Having a hospitalist in the room can save a project from going off in an entirely useless direction. “One can be very careful in terms of setting up a problem and looking at data that occurs just before a clinical diagnosis, inspecting the causal ordering of events, but one can still trip up,” said Dr. Wiens, citing her team's efforts to find predictors of a C. difficile diagnosis. “If we include empirical treatment, then we can achieve very good predictive performance. But the most important factors will be things like oral vancomycin, in which case the model is of limited utility, since it means the doctors already suspect C. diff.”

A hospitalist can also help researchers pick out variables that will be more useful in practice because they are modifiable. “If a model predicts that a patient is high risk because of their old age, then we may be unable to reduce the patient's risk,” said Dr. Wiens.

A physician doesn't need a lot of computer expertise to be helpful in such projects, Dr. Jaffe noted. She was chosen to lead the implementation of a predictive model at her institution, in partnership with data scientists and analysts, because she had been advocating for its development, not because of formal training in informatics.

Machine learning projects fit well with many hospitalists' interests and efforts, added Dr. Umscheid. “Just as hospitalists have become leaders in quality and safety and clinical informatics on the inpatient side, I would very much see many hospitalists having key roles in leading teams to use these types of data and these types of tools in wise ways,” he said.

There are likely to be many such opportunities to get involved in the future, as several of the experts predicted that many of the prediction tools developed by machine learning will need to be facility-specific.

Dr. Jaffe offered the example of her and Dr. Umscheid's sepsis alerts. “One of the items on [Penn's] score is that the patient is on a pulmonary service,” she said. “Because service structure differs from place to place, that piece of data might be useless at other institutions.” Other obstacles to extrapolating one hospital's system to another would be different metrics and standards of documenting, such as whether mental status is measured on the Glasgow Coma Scale or the AVPU (alert, voice, pain, unresponsive) scale.

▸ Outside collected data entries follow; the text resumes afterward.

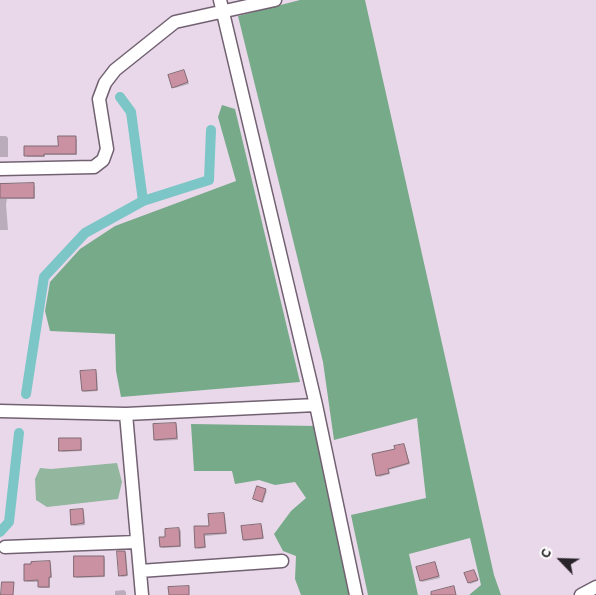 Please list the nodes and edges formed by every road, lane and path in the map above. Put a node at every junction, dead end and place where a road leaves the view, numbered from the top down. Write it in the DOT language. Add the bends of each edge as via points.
graph roads {
  1 [pos="275,0"];
  2 [pos="221,6"];
  3 [pos="0,169"];
  4 [pos="316,405"];
  5 [pos="0,411"];
  6 [pos="126,414"];
  7 [pos="137,542"];
  8 [pos="5,547"];
  9 [pos="282,561"];
  10 [pos="140,571"];
  11 [pos="596,587"];
  12 [pos="142,595"];
  13 [pos="356,595"];
  14 [pos="581,595"];
  1 -- 2 [label="street"];
  2 -- 3 [label="street" via="175,22 116,70 105,83 99,99 107,149 103,160 94,167"];
  2 -- 4 [label="street"];
  4 -- 6 [label="street"];
  4 -- 13 [label="street"];
  5 -- 6 [label="street"];
  6 -- 7 [label="street"];
  7 -- 8 [label="street"];
  7 -- 10 [label="street"];
  9 -- 10 [label="street"];
  10 -- 12 [label="street"];
  11 -- 14 [label="street"];
}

Hospitalists who don't want to get directly involved in machine learning projects can contribute by supporting the technology's use, according to Dr. McNair. “In the face of many in the lay media who try to sensationalize the possibility of misuses of information, clinicians have a special role in extolling the merits of a learning health system,” he said. “If you have a situation where institutions or individual people are unwilling to share data, then you will not have the raw material on which machine learning methods could work.”

Some of the wariness surrounding the use of machine learning to make predictions may stem from its “black box” nature, said Dr. Umscheid, explaining that all the variables go into the algorithm and an alert comes out the other end, often without a clear explanation of how it was developed.

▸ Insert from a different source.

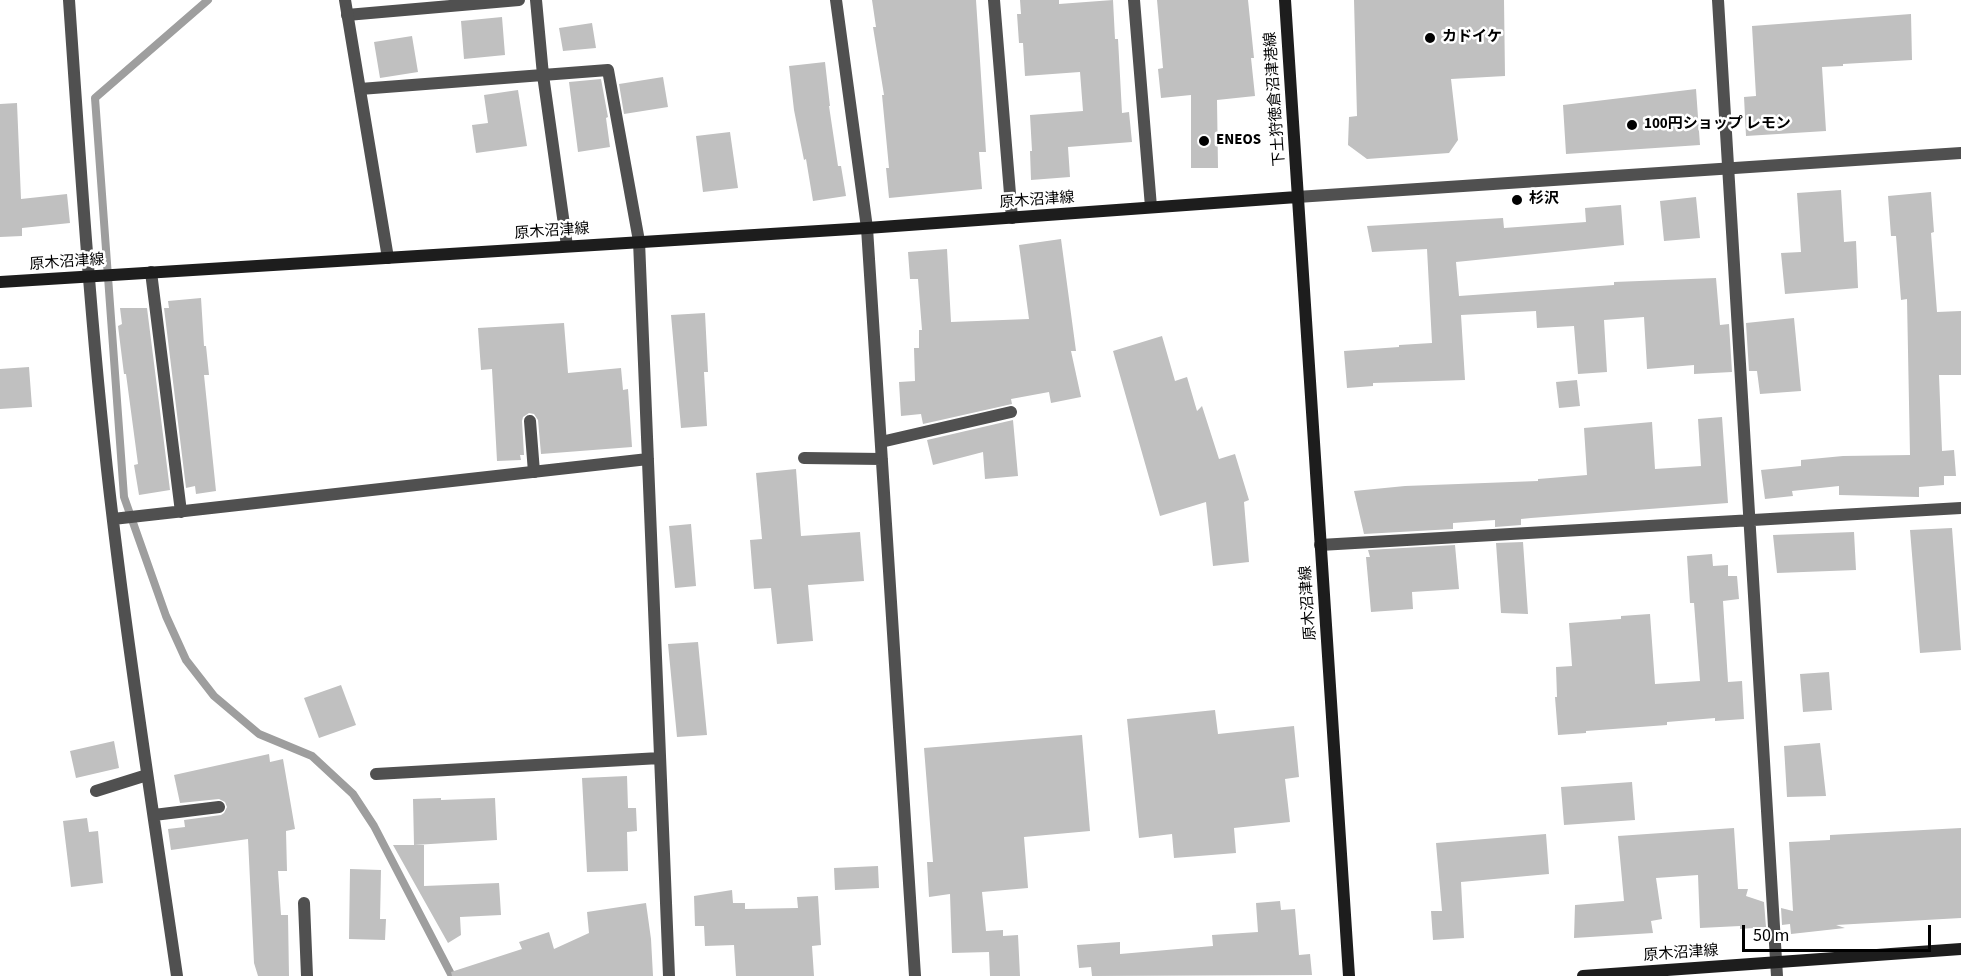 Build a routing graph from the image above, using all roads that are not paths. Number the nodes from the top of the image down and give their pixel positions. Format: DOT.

“People don't know how to critically assess that approach or that analysis, and because of that, they feel less comfortable with using the prediction, which is understandable,” he said. “Many physicians aren't going to do something based on a prediction if they don't understand where the prediction is coming from.”

They may have to get used to it, as Dr. McNair predicts that in the near future, computers will be taking over even more of the process of improving health care through data crunching.

“Use of unsupervised learning to detect innovative or novel patterns . . . is one of the fundamental features that we would predict would happen increasingly commonly,” said Dr. McNair. “Institutions or private companies like us would then commission prospective studies to follow up in the usual ways on those detected signals.”

Dr. Jaffe was a little more guarded in her predictions about the future of machine learning in medicine. “Clinical judgment works in a lot of different ways, and this is just one capability that we now have that we didn't have before,” she said, before adding, “I'll probably eat my words in 50 years when Watson is running the hospital.”